Initially, Germany had sought to exempt the new gas levy from VAT, but this was rejected by the European Commission.

The levy, which will begin to be charged to all consumers from Oct. 1, has been calculated by gas market manager Trading Hub Europe (THE) at 2.419 euro cents/kWh (Eur24.19/MWh).

This means an additional cost to a German household of four of an estimated Eur480/year.

"Rising energy prices are a major burden for many citizens," Scholz said. "The federal government therefore decided today to reduce the VAT on gas consumption to 7% for a limited period of time," he said.

Reducing VAT on gas could, however, see less inclination to save gas despite German officials having said in recent weeks that gas consumption needed to be reduced by 20% to make it safely through the next two winters.

German wholesale gas prices remain among the highest in Europe, with the THE month-ahead price hitting a new record high of Eur227.48/MWh on Aug. 17, according to Platts price assessments by S&P Global Commodity Insights.

Economy minister Robert Habeck welcomed the announcement of the temporary reduction in VAT on gas.

"It has always been clear that we do not want people to be burdened additionally by VAT on the gas levies. Since a direct tax exemption is not possible under European law, a temporary reduction in VAT on gas is logical," Habeck said.

He said the VAT cut "made sense" as it would be easier to implement and would reach consumers quickly.

Levy period

The new gas levy is being introduced to help offset the cost of utilities having to buy gas on the open market to replace lost Russian volumes.

Russia's Gazprom has reduced flows to Germany in the Nord Stream pipeline to just 20% of capacity.

German utility Uniper has been the worst affected by the cost of procuring replacement volumes, posting a net loss in the first half of more than Eur12 billion.

The new levy is due to be imposed from Oct. 1 until March 31, 2024, and the VAT reduction is set to remain in place for the duration of the tax.

"The federal government agrees that gas customers should not incur any additional burdens from the mandatory levying of VAT on gas surcharges," Scholz said.

"This applies in particular to the gas procurement levy you are aware of. However, it also applies to other surcharges such as the balancing charge," he said.

Scholz said the VAT reduction would represent "significant" relief from the additional burden caused by the levy.

"We expect companies to pass this reduction on to consumers on a one-to-one basis. We will also communicate this very clearly," Scholz said.

Third package

He also said that Germany would put together a third relief package to ease the pressure on citizens and companies in the coming weeks.

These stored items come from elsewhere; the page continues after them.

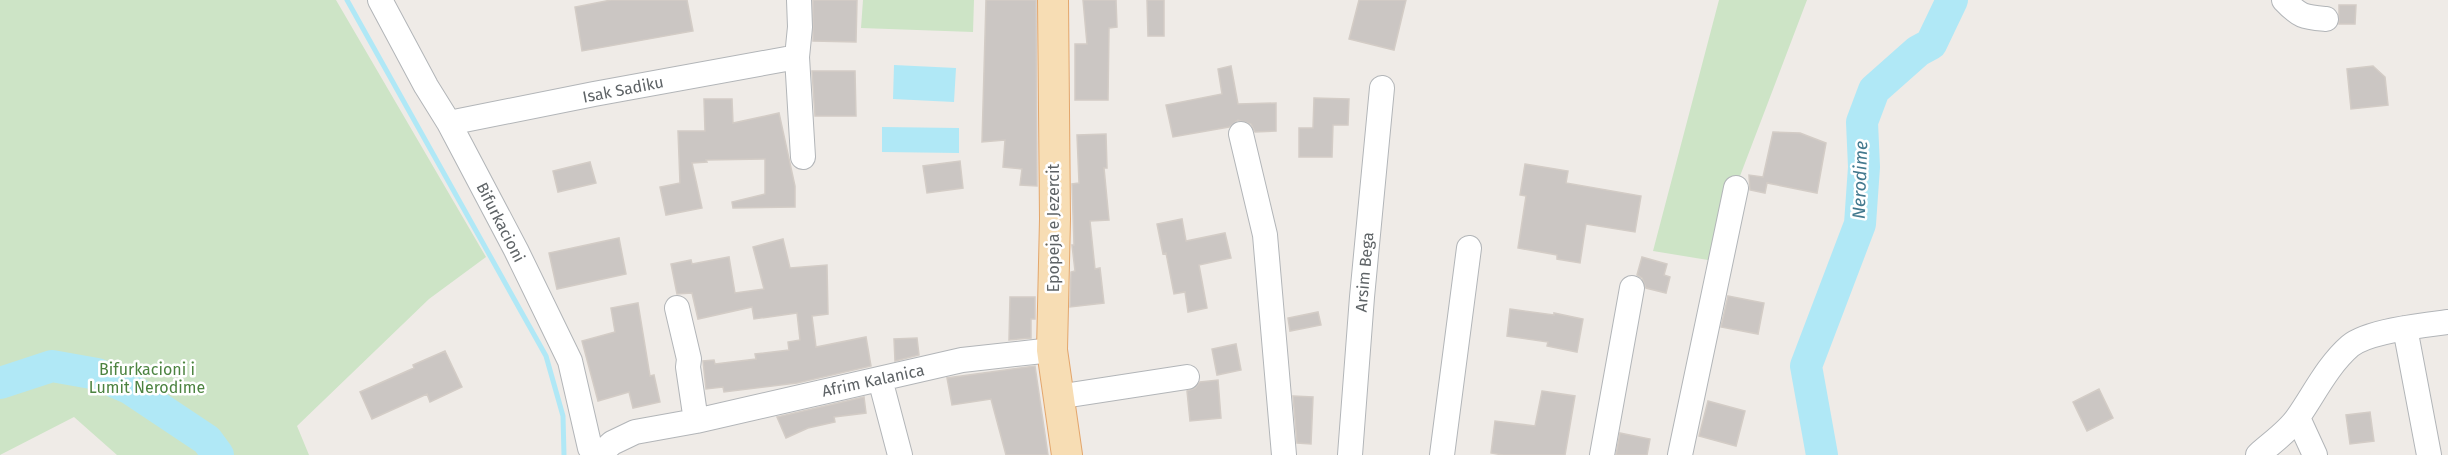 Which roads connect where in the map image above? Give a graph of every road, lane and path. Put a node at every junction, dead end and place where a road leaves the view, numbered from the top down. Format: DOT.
graph roads {
  1 [pos="380,0"];
  2 [pos="799,0"];
  3 [pos="1053,0"];
  4 [pos="2284,0"];
  5 [pos="2326,19"];
  6 [pos="797,57"];
  7 [pos="1382,88"];
  8 [pos="450,123"];
  9 [pos="1241,134"];
  10 [pos="803,157"];
  11 [pos="1736,188"];
  12 [pos="1470,249"];
  13 [pos="1632,288"];
  14 [pos="677,308"];
  15 [pos="2448,322"];
  16 [pos="2405,328"];
  17 [pos="1053,350"];
  18 [pos="1187,377"];
  19 [pos="880,379"];
  20 [pos="1057,397"];
  21 [pos="2298,417"];
  22 [pos="696,421"];
  23 [pos="597,455"];
  24 [pos="900,455"];
  25 [pos="1067,455"];
  26 [pos="1284,455"];
  27 [pos="1350,455"];
  28 [pos="1442,455"];
  29 [pos="1602,455"];
  30 [pos="1680,455"];
  31 [pos="2258,455"];
  32 [pos="2315,455"];
  33 [pos="2429,455"];
  1 -- 8 [label="street, Bifurkacioni"];
  2 -- 6 [label="street"];
  3 -- 17 [label="main road, Epopeja e Jezercit"];
  4 -- 5 [label="street"];
  6 -- 8 [label="street, Isak Sadiku"];
  6 -- 10 [label="street"];
  7 -- 27 [label="street, Arsim Bega"];
  8 -- 23 [label="street, Bifurkacioni"];
  9 -- 26 [label="street"];
  11 -- 30 [label="street"];
  12 -- 28 [label="street"];
  13 -- 29 [label="street"];
  14 -- 22 [label="street"];
  15 -- 16 [label="street"];
  16 -- 21 [label="street"];
  16 -- 33 [label="street"];
  17 -- 19 [label="street, Afrim Kalanica"];
  17 -- 20 [label="main road, Epopeja e Jezercit"];
  18 -- 20 [label="street"];
  19 -- 22 [label="street, Afrim Kalanica"];
  19 -- 24 [label="street"];
  20 -- 25 [label="main road, Epopeja e Jezercit"];
  21 -- 31 [label="street"];
  21 -- 32 [label="street"];
  22 -- 23 [label="street, Afrim Kalanica"];
}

"We are confidentially discussing what the package will look like in the government. The question of fairness is crucial in order for the country to stay together during this crisis," he said.

Habeck agreed that targeted relief was important. "The question of fairness is key in this crisis and it needs a strong answer," he said.

"Some companies are feeling the effects of the energy crisis enormously, especially small and medium-sized enterprises. It is important that companies receive targeted support here."